There can be no discord between the written Word of God and the incarnate Word of God, because truth cannot contradict itself. Truth is both the message and the self-expression of Jesus. As such, truth cannot be adequately explained, recognised, understood or defined without reference to its source – God, the Author of Truth. Even when Jesus promised to send “the Spirit of truth” (Jn. 14:17) to his disciples, he did not say that the Spirit would bring new truths. On the contrary, he will bring enlightenment, helping the disciples to understand clearly and to clarify what they have already been taught by the Truth Himself: “But the Counsellor, the Holy Spirit whom the Father will send in my name, will teach you all things and will remind you of everything I have said to you” (Jn. 14:26). The post-Pentecost events in the life of the Apostles and of the early Church bear the truth of this enlightenment. As such, Jesus remains the unchanging reference point for appropriating divine epistemology. He is the Fountain of Truth.
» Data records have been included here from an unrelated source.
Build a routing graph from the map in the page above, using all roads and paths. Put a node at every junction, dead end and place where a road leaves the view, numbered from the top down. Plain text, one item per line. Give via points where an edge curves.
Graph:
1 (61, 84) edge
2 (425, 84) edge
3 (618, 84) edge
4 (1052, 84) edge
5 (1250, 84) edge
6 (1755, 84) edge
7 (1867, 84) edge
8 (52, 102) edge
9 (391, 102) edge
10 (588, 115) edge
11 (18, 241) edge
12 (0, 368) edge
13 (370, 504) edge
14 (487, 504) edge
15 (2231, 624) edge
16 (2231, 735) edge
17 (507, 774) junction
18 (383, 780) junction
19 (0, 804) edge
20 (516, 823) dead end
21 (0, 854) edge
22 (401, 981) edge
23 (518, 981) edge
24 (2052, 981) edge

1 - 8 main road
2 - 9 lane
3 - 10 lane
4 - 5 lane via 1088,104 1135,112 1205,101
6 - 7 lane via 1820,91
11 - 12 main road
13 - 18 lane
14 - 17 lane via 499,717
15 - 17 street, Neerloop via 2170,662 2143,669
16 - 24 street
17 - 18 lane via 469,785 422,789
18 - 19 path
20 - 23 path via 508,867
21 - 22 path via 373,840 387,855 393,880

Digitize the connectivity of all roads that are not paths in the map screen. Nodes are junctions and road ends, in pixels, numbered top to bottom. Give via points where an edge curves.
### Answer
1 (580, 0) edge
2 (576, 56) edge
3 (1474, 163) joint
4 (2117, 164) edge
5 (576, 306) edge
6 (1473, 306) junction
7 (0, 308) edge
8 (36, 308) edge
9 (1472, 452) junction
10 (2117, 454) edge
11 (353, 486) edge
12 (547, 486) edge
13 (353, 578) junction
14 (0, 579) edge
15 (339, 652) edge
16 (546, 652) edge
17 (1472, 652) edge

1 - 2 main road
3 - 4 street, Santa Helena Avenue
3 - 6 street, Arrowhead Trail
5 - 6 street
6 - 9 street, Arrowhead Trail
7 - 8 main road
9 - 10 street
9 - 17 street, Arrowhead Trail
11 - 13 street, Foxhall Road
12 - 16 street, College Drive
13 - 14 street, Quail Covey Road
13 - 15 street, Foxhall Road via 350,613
When a society denies and tries to supress the essential connection between God and truth, it turns itself over to become a plaything in the hands of dangerous evil forces. The permissiveness we find in our society today is the result of this fundamental disjunction. When this happens, even knowledge becomes dangerous and poisonous, as are the ghastly ideologies of the last century that systematically decimated human lives in the name of progress. This is obvious in the fundamental moral distortions that are also taking place today between good and evil, right and wrong. Elaborate epistemologies have been proposed and methodically debunked one after another – like a long chain in which every previous link is broken. After thousands of years, the very best of human philosophers, from Plato, Socrates to Descartes, Hegel, Locke Kant, Nietzsche, and Marx have all utterly failed to account for truth and the origin of human knowledge apart from God. What is clear today is the valuable lesson from the past that it is impossible to make sense of truth without acknowledging God as the necessary starting point. This has fundamental implications for social, political and cultural life. The statement of Carl Friedrich von Weizsacker, cited by Cardinal Joseph Ratzinger in his 1995 book, The Nature and Mission of Theology deserves to be repeated here: “I maintain that in the long run only a truth-oriented society, not a happiness-oriented society, can succeed.”